Hitchens adduced a number of examples to show that Saddam, like bin Laden, was a practitioner of what he has termed "Islamo-fascism." He said the dictator's actions "were becoming ever more demented, ever more extreme, and ever more Islamist in their turn. The flag of Iraq was amended to include a very threatening verse from the Koran, gigantic mosques were being built in Saddam Hussein's name, he financed openly suicide murderers in Palestine whose avowed objective is establishing a theocratic dictatorship over all, whether believers or nonbelievers."
Those familiar with Hitchens' longtime position as a staunch supporter of the Palestinian cause were probably somewhat surprised to hear him use the expression "suicide murderer." This rhetorical usage, a variant of the phrase "homicide bombers" favored by Ariel Sharon (and that Fox News has mandated be used in its broadcasts), removes the actions of Palestinian terrorists from any historical or political context, casting their perpetrators as Islamo-fascist evildoers driven only by religious fanaticism and anti-Semitism.
Hitchens did acknowledge the bad news that has come flooding out of occupied Iraq. He chided war supporters who "rest their case largely on the underreporting of good news," acknowledging that those who would take praise for the war's positive consequences -- among which he listed the restoration of Iraq's southern marshes, the reconstitution of its universities, its burgeoning free press, Kurdish autonomy and the opening of mass graves -- also "automatically have to accept the blame" for the "huge lacunae in matters such as water, power and security." He did not say that those critical problems exist in large part because of the war planners' reckless optimism, bordering on criminal negligence -- an optimism that he had shared.
Defending President Bush's claim that post-invasion violence was a sign of "desperation," Hitchens argued that the attackers "are making our point for us ... There's no justifiable way that a country as populous and important as Iraq can possibly be left to the mercy of such people. And there never was any justification." Hitchens closed his opening statement by criticizing "the tendency of today's left to take refuge in neutralism and isolationism."

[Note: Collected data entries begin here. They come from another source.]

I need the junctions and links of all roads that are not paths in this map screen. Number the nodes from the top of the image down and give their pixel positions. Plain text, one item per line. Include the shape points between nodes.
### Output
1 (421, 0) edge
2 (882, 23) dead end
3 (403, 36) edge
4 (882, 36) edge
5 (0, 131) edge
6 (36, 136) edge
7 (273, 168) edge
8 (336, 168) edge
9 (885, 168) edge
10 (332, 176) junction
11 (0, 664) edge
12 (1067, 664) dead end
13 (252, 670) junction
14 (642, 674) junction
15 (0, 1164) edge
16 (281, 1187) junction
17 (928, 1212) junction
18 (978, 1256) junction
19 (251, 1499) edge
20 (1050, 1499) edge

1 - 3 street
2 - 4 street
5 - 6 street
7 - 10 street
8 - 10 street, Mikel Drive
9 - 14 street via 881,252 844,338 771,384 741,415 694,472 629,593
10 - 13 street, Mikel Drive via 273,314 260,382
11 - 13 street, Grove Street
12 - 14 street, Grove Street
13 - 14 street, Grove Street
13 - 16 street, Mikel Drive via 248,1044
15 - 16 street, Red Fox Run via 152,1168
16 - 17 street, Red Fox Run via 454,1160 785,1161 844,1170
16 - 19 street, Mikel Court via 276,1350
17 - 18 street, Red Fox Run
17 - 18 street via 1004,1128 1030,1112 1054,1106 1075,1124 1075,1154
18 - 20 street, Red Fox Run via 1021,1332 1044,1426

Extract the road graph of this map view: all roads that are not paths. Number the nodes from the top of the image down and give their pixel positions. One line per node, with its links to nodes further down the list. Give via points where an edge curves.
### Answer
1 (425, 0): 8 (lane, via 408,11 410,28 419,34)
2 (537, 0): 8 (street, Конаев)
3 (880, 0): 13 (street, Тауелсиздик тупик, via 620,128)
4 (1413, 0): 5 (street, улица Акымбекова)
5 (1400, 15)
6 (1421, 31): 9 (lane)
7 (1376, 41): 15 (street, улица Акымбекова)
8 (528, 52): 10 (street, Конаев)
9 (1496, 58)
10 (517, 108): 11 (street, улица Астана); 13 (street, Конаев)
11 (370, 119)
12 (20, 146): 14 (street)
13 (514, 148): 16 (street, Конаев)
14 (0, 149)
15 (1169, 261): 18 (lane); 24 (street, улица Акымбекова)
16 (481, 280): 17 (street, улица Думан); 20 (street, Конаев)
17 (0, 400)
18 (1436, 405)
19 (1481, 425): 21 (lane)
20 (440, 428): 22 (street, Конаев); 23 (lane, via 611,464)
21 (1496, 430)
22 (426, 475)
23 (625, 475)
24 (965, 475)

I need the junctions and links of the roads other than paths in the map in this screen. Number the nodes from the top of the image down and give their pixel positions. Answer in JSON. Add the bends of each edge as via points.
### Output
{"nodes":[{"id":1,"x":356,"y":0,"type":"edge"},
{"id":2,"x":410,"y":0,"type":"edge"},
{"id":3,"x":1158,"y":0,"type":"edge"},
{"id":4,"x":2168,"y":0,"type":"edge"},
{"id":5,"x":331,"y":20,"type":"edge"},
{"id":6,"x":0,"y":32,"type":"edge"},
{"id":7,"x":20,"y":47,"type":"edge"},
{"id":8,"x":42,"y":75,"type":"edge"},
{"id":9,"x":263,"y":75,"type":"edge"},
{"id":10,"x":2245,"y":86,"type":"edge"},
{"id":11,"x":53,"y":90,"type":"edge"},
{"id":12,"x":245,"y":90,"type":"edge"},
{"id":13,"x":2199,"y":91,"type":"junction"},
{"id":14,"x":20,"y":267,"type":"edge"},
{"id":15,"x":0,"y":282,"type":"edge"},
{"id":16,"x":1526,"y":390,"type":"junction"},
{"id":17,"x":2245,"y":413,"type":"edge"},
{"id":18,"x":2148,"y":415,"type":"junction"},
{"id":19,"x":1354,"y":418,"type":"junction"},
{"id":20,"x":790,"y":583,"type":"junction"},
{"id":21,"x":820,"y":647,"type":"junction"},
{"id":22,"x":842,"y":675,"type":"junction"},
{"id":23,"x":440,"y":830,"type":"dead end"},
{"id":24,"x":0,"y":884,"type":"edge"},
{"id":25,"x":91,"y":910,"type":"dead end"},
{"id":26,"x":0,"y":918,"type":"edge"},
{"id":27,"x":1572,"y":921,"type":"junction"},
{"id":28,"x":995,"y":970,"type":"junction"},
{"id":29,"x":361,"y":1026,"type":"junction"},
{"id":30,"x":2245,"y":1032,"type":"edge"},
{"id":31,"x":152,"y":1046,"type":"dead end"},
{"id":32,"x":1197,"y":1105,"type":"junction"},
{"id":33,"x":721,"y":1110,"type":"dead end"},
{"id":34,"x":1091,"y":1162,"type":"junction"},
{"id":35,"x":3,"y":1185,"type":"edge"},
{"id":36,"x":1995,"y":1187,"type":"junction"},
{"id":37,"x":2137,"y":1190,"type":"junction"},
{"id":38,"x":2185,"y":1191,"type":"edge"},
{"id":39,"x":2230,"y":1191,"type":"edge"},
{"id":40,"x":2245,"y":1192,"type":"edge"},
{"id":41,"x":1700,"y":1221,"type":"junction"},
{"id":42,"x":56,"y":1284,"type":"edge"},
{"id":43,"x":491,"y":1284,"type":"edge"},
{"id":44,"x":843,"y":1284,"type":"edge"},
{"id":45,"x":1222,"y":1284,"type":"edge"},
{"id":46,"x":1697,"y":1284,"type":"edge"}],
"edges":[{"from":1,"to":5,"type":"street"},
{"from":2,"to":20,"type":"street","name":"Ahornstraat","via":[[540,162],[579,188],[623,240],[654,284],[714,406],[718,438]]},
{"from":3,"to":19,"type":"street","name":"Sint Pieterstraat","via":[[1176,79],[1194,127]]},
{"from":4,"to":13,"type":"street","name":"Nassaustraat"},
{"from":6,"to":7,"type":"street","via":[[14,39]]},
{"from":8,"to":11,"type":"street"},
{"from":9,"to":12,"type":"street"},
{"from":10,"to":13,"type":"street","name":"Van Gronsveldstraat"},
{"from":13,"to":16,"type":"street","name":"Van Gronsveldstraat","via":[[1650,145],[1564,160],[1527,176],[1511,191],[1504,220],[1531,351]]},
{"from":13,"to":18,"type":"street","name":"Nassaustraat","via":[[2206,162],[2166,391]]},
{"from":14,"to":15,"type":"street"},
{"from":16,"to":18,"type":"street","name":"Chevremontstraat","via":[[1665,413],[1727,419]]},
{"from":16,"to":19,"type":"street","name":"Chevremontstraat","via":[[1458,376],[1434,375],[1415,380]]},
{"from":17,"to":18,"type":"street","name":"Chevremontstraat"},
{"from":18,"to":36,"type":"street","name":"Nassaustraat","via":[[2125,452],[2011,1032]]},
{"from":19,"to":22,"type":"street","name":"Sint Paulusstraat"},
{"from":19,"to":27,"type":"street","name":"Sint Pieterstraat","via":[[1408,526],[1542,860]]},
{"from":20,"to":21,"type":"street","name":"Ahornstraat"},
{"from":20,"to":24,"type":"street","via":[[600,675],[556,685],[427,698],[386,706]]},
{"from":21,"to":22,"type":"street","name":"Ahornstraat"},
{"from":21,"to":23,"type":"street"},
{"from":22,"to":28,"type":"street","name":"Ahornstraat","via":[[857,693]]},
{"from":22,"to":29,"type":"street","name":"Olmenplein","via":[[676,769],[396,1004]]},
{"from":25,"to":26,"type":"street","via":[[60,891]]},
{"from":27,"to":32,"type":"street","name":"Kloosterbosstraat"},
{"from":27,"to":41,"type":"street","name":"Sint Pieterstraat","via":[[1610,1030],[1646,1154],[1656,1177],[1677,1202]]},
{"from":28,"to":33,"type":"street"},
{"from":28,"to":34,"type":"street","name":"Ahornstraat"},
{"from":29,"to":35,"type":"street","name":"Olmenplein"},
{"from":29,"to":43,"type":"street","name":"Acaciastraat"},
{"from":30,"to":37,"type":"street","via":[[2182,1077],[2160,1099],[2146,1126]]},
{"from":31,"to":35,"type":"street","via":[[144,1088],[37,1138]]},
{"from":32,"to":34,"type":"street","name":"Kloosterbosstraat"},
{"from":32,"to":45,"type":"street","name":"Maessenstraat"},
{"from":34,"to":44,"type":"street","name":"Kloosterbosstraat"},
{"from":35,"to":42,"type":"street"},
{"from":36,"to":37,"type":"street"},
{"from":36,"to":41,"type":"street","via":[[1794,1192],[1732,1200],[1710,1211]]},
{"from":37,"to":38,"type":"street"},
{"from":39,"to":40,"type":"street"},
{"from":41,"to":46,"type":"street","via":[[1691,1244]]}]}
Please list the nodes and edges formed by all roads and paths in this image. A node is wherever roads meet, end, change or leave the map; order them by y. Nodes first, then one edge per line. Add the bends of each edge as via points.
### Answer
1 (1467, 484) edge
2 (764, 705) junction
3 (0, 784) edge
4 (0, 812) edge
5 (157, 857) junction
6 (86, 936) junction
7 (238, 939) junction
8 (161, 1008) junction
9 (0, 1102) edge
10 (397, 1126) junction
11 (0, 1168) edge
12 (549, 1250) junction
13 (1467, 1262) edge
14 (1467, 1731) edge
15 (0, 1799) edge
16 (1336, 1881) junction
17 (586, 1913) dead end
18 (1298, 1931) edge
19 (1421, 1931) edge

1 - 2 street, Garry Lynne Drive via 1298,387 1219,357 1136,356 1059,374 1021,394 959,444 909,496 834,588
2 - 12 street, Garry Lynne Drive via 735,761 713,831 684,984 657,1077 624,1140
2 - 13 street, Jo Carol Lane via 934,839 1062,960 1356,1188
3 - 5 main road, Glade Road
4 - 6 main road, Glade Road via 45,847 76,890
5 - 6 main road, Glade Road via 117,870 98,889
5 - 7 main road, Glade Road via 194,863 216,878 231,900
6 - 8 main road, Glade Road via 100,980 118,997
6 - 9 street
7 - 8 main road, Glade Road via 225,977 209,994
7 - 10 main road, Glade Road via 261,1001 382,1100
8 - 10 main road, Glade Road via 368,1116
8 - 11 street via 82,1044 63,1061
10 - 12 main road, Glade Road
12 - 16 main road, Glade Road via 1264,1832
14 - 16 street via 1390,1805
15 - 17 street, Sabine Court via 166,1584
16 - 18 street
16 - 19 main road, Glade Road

In his response and throughout the debate, Danner played Sancho Panza to Hitchens' Don Quixote, disingenuously praising his opponent's splendid rhetorical raiment as fit for an emperor. And so Danner opened his remarks by saying, "Gosh, that was good. I feel saddened that I have to point out the distance of those beautiful remarks from the truth of what's going on on the ground. It feels like, I don't know, willfully destroying a masterpiece."